A 77.ª temporada do Campeonato do Mundo de Fórmula 1 arranca este fim de semana, na Austrália, sob o espetro da guerra no Médio Oriente, que ameaça a realização de alguns Grandes Prémios previstos para este ano, que pode consagrar o britânico Lewis Hamilton como o melhor de sempre.
As corridas previstas para o Bahrain e Arábia Saudita, no próximo mês de abril, estão em risco mas o assunto só será avaliado só nas próximas semanas.
Para já, fonte da Federação Portuguesa de Automobilismo e Karting (FPAK) garantiu à agência Lusa não haver, por enquanto, qualquer tipo de conversação para antecipar já para 2026 a entrada de Portugal no calendário, prevista para 2027 e 2028 com o regresso do campeonato ao Autódromo Internacional do Algarve.
Enquanto isso, a Austrália recebe a abertura de uma temporada marcada pela chegada de mais uma equipa ao pelotão, com a entrada da norte-americana Cadillac, e a chegada de mais um construtor, a Audi, que assumiu as operações da antiga Sauber, mantendo os pilotos Nico Hulkenberg e Gabriel Bortoleto.
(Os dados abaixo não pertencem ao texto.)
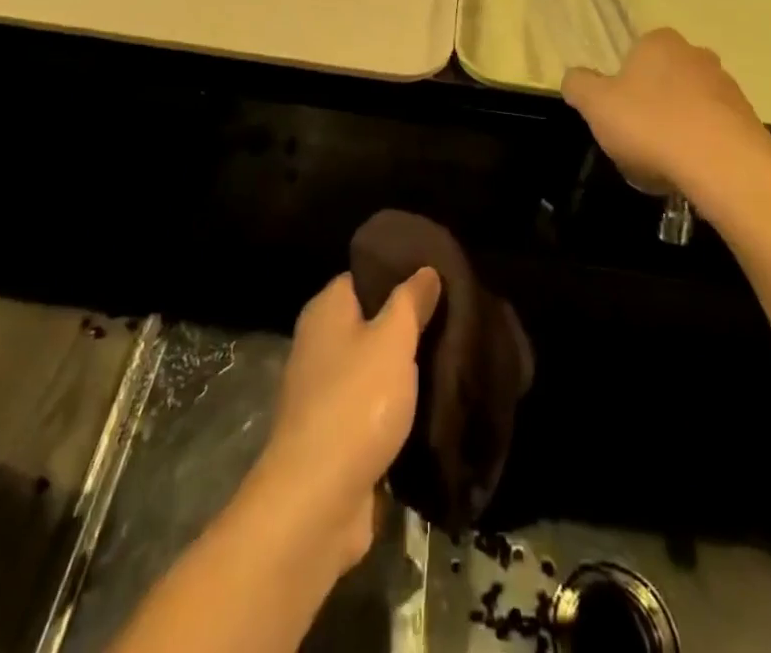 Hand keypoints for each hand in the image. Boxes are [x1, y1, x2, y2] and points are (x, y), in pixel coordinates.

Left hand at [251, 269, 441, 570]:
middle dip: (409, 324)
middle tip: (455, 320)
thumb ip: (410, 302)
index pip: (365, 275)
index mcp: (326, 309)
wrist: (316, 501)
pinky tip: (431, 406)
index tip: (439, 280)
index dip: (399, 274)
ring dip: (405, 369)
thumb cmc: (356, 403)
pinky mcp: (334, 432)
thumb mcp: (393, 341)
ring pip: (374, 365)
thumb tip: (425, 269)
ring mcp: (323, 390)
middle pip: (371, 320)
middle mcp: (319, 342)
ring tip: (451, 360)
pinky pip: (372, 405)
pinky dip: (397, 406)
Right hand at [562, 28, 770, 199]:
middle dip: (647, 108)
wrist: (727, 168)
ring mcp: (727, 88)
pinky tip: (688, 175)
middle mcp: (697, 55)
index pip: (632, 55)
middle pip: (660, 82)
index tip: (614, 115)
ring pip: (686, 109)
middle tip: (633, 142)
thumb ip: (578, 85)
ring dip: (673, 131)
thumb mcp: (595, 104)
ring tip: (661, 167)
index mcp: (659, 42)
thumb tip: (575, 78)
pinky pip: (711, 133)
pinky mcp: (749, 121)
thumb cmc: (651, 126)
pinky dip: (697, 150)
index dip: (619, 86)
A Cadillac aparenta problemas de juventude do projeto mas apostou em duas velhas raposas, tirando da reforma o finlandês Valtteri Bottas e recuperando o mexicano Sérgio Pérez, dispensado da Red Bull há dois anos.
Também dos Estados Unidos chegam os motores Ford, que passam a equipar a Red Bull e a Racing Bulls (equipa satélite da marca de bebidas energéticas).
Sinal dos tempos e de um cada vez maior fascínio dos americanos pelo Campeonato do Mundo de Fórmula 1, a reboque da série da Netflix que deu a conhecer do outro lado do Atlântico os protagonistas da modalidade, justificando a aposta em três corridas em solo americano (Texas, Miami e Las Vegas).
O britânico Lando Norris (McLaren) tenta defender o primeiro título conquistado em 2025 por apenas dois pontos sobre o neerlandês Max Verstappen (Red Bull), que tinha conquistado os quatro títulos anteriores.
Em ano de mudança de regulamentos técnicos, a McLaren espera voltar a estar entre os mais rápidos, mas já se viu que a Ferrari mostra evoluções face aos anos anteriores, sobretudo com a inovação da asa traseira rotativa.
O britânico Lewis Hamilton procura um oitavo título mundial de pilotos que lhe permitiria descolar do alemão Michael Schumacher e consagrar-se como o melhor de sempre. Terá a oposição do seu companheiro de equipa, o monegasco Charles Leclerc, piloto da casa italiana.
Também a Mercedes mostra sinais de retoma depois dos sete títulos mundiais conquistados entre 2014 e 2020 por Lewis Hamilton (seis) e Nico Rosberg (um).
O diretor da equipa, Toto Wolff, manteve a confiança no britânico George Russell e no italiano Kimi Antonelli.
O único estreante na grelha será o britânico Arvid Lindblad, de 18 anos, que correrá pela Racing Bulls. O jovem piloto, vindo da Fórmula 2, substitui o franco-argelino Isack Hadjar, que foi promovido à Red Bull, para o lugar do japonês Yuki Tsunoda, que deixou a modalidade.
O campeonato mantém 24 corridas, com a entrada do GP de Espanha, em Madrid, para o lugar de Imola (San Marino) e alarga-se, novamente, até ao início de dezembro, com o final previsto no dia 06 do último mês do ano, em Abu Dhabi.
Nessa altura se saberá se as modificações feitas às características técnicas dos carros permitiram aumentar a emoção das corridas e as ultrapassagens ou se apenas mudaram a cosmética dos monolugares.